Depending on the situation, and whether it assumes these are integers, it’s probably doing a variation of what humans do: break it down to 1,357x 600 + 1,357 x 70 + 1,357 x 8, and so on. The process looks a little different because the computer uses binary instead of base-ten, but the idea is the same.
It seems clear we are wired for language, but that doesn’t necessarily mean that higher math is not performed by a general tool. I think it would be important to know what other mental functions were diminished in the examples where the multiplication was impacted. What is similar to calculus but is not math that would help us figure out where the line (the fuzzy line) might be drawn?
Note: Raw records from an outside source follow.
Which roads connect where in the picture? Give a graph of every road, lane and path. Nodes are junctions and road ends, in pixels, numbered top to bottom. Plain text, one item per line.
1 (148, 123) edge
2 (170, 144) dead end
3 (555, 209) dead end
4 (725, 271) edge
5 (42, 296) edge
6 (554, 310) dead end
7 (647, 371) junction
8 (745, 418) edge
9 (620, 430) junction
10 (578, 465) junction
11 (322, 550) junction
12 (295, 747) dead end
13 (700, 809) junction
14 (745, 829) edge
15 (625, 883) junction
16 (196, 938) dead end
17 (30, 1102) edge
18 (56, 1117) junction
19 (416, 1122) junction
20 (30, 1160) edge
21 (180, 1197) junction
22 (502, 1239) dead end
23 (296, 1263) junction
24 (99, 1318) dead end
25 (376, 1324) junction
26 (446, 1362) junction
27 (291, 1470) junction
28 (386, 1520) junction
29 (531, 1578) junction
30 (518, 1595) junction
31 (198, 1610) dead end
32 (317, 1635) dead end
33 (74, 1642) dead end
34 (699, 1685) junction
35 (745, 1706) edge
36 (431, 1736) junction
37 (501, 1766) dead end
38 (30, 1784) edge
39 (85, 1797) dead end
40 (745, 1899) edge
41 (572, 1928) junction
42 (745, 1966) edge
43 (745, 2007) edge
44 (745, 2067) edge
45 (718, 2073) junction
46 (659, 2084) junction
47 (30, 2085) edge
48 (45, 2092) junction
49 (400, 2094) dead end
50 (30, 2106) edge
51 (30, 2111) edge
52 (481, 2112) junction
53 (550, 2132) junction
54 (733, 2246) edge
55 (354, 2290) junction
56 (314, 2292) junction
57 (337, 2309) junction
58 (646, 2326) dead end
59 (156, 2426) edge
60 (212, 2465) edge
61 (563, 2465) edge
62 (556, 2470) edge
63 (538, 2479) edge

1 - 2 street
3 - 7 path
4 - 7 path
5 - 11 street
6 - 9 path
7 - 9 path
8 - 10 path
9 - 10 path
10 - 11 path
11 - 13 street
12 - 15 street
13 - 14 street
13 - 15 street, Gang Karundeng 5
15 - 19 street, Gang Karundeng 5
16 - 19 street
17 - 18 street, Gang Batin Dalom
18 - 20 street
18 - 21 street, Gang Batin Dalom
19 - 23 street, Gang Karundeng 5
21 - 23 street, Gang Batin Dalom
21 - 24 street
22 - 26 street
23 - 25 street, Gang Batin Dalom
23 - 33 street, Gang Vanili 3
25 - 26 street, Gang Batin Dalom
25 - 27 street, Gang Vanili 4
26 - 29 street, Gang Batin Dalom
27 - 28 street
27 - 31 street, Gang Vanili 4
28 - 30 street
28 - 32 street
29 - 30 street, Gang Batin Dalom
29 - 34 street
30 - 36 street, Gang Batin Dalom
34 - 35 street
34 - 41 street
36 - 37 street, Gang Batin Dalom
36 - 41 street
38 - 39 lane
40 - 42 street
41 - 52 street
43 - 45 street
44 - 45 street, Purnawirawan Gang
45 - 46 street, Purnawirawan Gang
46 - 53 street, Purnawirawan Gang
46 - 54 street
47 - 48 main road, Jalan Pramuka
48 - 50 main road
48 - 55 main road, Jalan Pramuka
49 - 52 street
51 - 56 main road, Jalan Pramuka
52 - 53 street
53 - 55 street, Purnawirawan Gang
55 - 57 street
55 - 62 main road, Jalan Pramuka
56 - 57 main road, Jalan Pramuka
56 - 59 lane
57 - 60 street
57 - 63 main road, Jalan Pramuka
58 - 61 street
When I remember back to calculus, there were certainly concepts that needed to be understood, but generally doing well in the class meant I was able to understand the set of rules and apply those rules to the problem at hand. How do I integrate secant to the fifth? I need to follow the rule for integrating secant to an odd power, the rest is making sure I’ve broken down the problem to a point where I can apply the rules. To me, this seems similar to writing software or building a house (apply the rules at the right time to get the result you want), which seems like general problem solving.
I know that’s all speculation, so I’m interested to know if you are aware of the relationship between various problem solving abilities and brain damage, like in your previous math example.